Это был советский патруль. Юноша остановился. Попросили предъявить документы. Один из солдат с трудом разобрал написанное по-венгерски. Ласло объяснил, куда он едет. Старший патруля осмотрел внутренность машины, ящики с медикаментами, козырнул, и Ласло поехал дальше.
Продолжая злиться, он настраивал приемник. Но когда удалось наладить, вместо речи уже снова раздавалась музыка… Он дал полный газ. Машина рванулась, набирая скорость. Миновав Цеглед, он чуть не свалился в кювет: спустил баллон на левом заднем колесе. Потребовались немалые усилия и все его уменье, чтобы машину не занесло в сторону.
Досадуя на неудачу, он заглушил мотор и вышел из машины. Ступив на землю, потянулся, разминаясь, с силой сгибая и разгибая руки. Глубоко вдохнул свежий, чистый воздух. «Запоздаю… и выехал поздно», — размышлял он. Неторопливо обошел машину. Холодный, резкий ветер ударил в лицо, но после душной кабины он показался Ласло приятно освежающим.
Постучал по скату. Закурил. Только второй спичкой удалось зажечь сигарету. Покрышка на левом заднем колесе была сплющена, машина всей тяжестью легла на обод колеса.
— Придется повозиться, — негромко сказал он. Снял фуфайку, бросил ее на сиденье. Открыв багажник, Ласло громко выругался: в запаснике не оказалось камеры.
— Вот влопался, — ворчал он. — Надо было на месте проверить…
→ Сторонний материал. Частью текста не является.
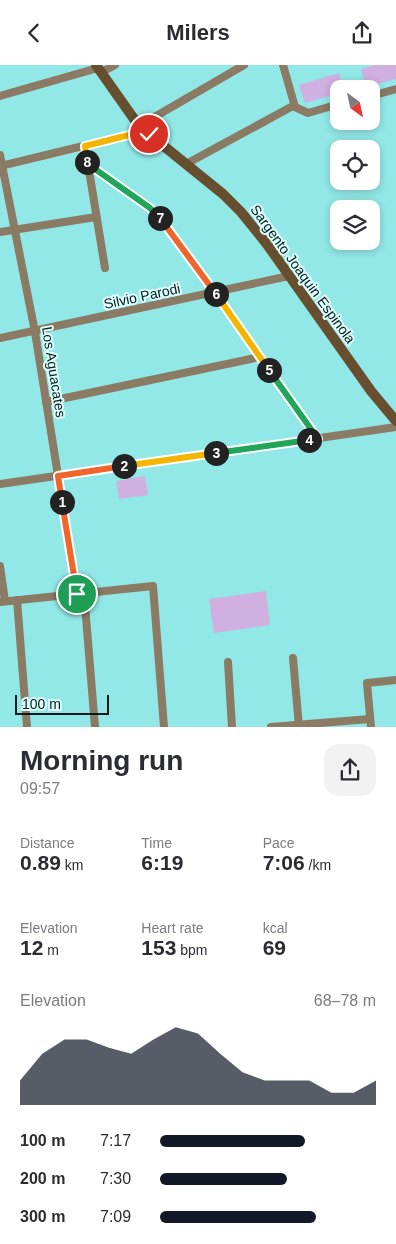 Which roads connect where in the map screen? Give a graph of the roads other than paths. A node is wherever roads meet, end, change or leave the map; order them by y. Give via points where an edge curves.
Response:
1 (115, 65) edge
2 (244, 65) edge
3 (283, 65) edge
4 (99, 68) edge
5 (396, 89) edge
6 (380, 93) edge
7 (0, 96) edge
8 (296, 107) junction
9 (330, 107) edge
10 (142, 128) junction
11 (85, 146) junction
12 (0, 155) edge
13 (88, 164) junction
14 (186, 164) junction
15 (1, 165) edge
16 (96, 217) junction
17 (15, 230) junction
18 (0, 232) edge
19 (105, 268) dead end
20 (290, 276) junction
21 (215, 292) junction
22 (35, 332) junction
23 (0, 338) edge
24 (260, 357) junction
25 (46, 402) junction
26 (396, 421) edge
27 (396, 427) edge
28 (318, 439) junction
29 (58, 476) junction
30 (0, 484) edge
31 (0, 566) edge
32 (80, 593) junction
33 (17, 600) junction
34 (2, 601) edge
35 (293, 658) dead end
36 (228, 662) dead end
37 (396, 680) edge
38 (370, 723) edge
39 (299, 725) edge
40 (27, 727) edge
41 (95, 727) edge
42 (164, 727) edge
43 (232, 727) edge
44 (271, 727) edge

1 - 4 street
2 - 10 street
3 - 8 street
4 - 7 street
4 - 10 street, Sargento Joaquin Espinola
5 - 6 street
8 - 9 street via 308,113
8 - 14 street via 284,110
10 - 11 street
10 - 14 street, Sargento Joaquin Espinola
11 - 13 street
11 - 15 street
12 - 15 street, Los Aguacates
13 - 16 street
13 - 21 street via 158,216
14 - 20 street, Sargento Joaquin Espinola via 241,212
15 - 17 street, Los Aguacates
16 - 17 street
16 - 19 street
17 - 18 street
17 - 22 street, Los Aguacates
20 - 21 street, Silvio Parodi
20 - 26 street, Sargento Joaquin Espinola
21 - 22 street, Silvio Parodi
21 - 24 street
22 - 23 street, Silvio Parodi
22 - 25 street, Los Aguacates
24 - 25 street
24 - 28 street
25 - 29 street, Los Aguacates
27 - 28 street
28 - 29 street
29 - 30 street
29 - 32 street, Los Aguacates
31 - 34 street
32 - 33 street
32 - 41 street, Los Aguacates
32 - 42 street via 152,586
33 - 34 street
33 - 40 street
35 - 39 street
36 - 43 street
37 - 38 street via 367,683
38 - 39 street
39 - 44 street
Ласло вынул домкрат, ключи, инструменты, необходимые для монтирования и клейки. Уже стемнело. Работал при свете карманного фонаря, внутреннее освещение включал только по мере надобности: боялся «посадить» аккумулятор. Энергичными движениями отвинтил гайки, снял колесо. Не сразу удалось снять шину… Наконец, вытащил красную камеру. На ней зияла дыра не меньше четырех — пяти сантиметров. Осмотрев покрышку, ничего не обнаружил. Провел рукой по внутренней стороне. Гвоздь от подковы! Ласло с трудом вытащил его. Сел на покрышку и принялся клеить.